Chico & Rita – 3 Buckets
One of the first images in Chico & Rita, nominated for this year’s Best Animated Film Oscar, is an overhead of Havana – an establishing shot that would seem exceedingly normal in any live action feature, but is a thing of surreal beauty in this medium. In what must have been a painstaking labor of love for the animators, the colorful cityscape pops with Latin flair—it’s vaguely cubist, while still capturing the city’s Art Deco architecture—and perfectly sets the scene. Indeed, Chico & Rita is a movie of style over substance, but this is not a bad thing – the style is so rich, it gives the movie soul.
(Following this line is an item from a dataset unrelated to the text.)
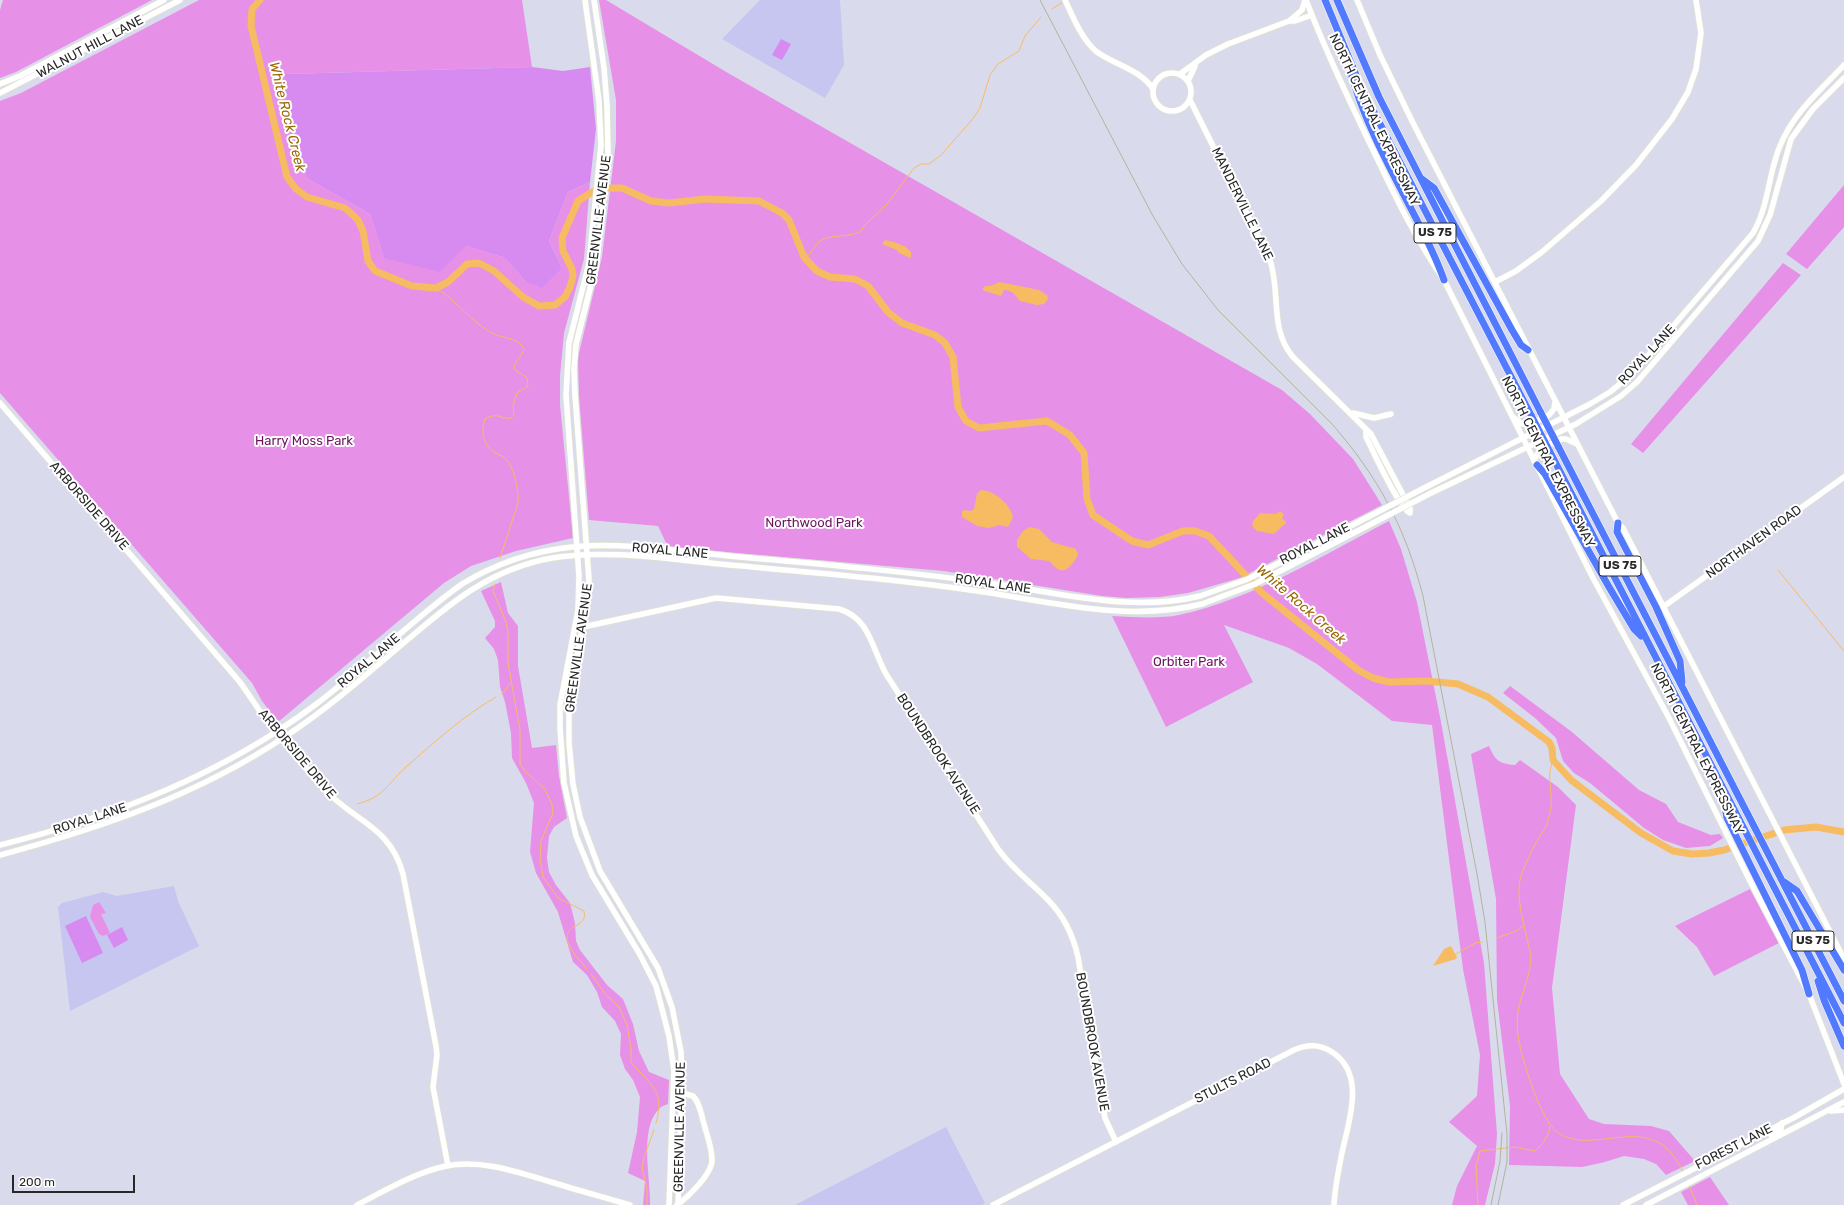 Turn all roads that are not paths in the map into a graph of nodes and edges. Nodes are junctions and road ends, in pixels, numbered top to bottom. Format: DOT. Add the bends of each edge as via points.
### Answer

As the title indicates, the film is a love story – of the old-fashioned, enduring variety. Chico (voice of Eman Xor Oña) and Rita (Limara Meneses) first meet in a jazz club in pre-Castro Cuba; he’s an ambitious piano player, she’s a singer. Once they hit it off, their relationship is blissful – they share romance and successfully collaborate on music. But Chico is a womanizer and, even though he knows Rita is the one for him, he strays. Rita leaves him and heads to New York to be a solo star. A lifelong saga, which also transports the characters to Paris and Las Vegas, ensues.
As evidenced by the above synopsis, writers Ignacio Martínez de Pisón and Fernando Trueba opted for a conventional “separated soul-mates” narrative trajectory. But the unremarkable plot is not the byproduct of lack of effort – there was a method to their madness. Martínez de Pisón and Trueba realized that the real narrative meat of Chico & Rita would rest the movie’s stylistic qualities – the animation, which is just as vivid in terms of character detail as scenery; the lively jazz music, selected and composed by legendary Cuban pianist Bebo Valdés; and the evocation of historical settings, both Cuban and American.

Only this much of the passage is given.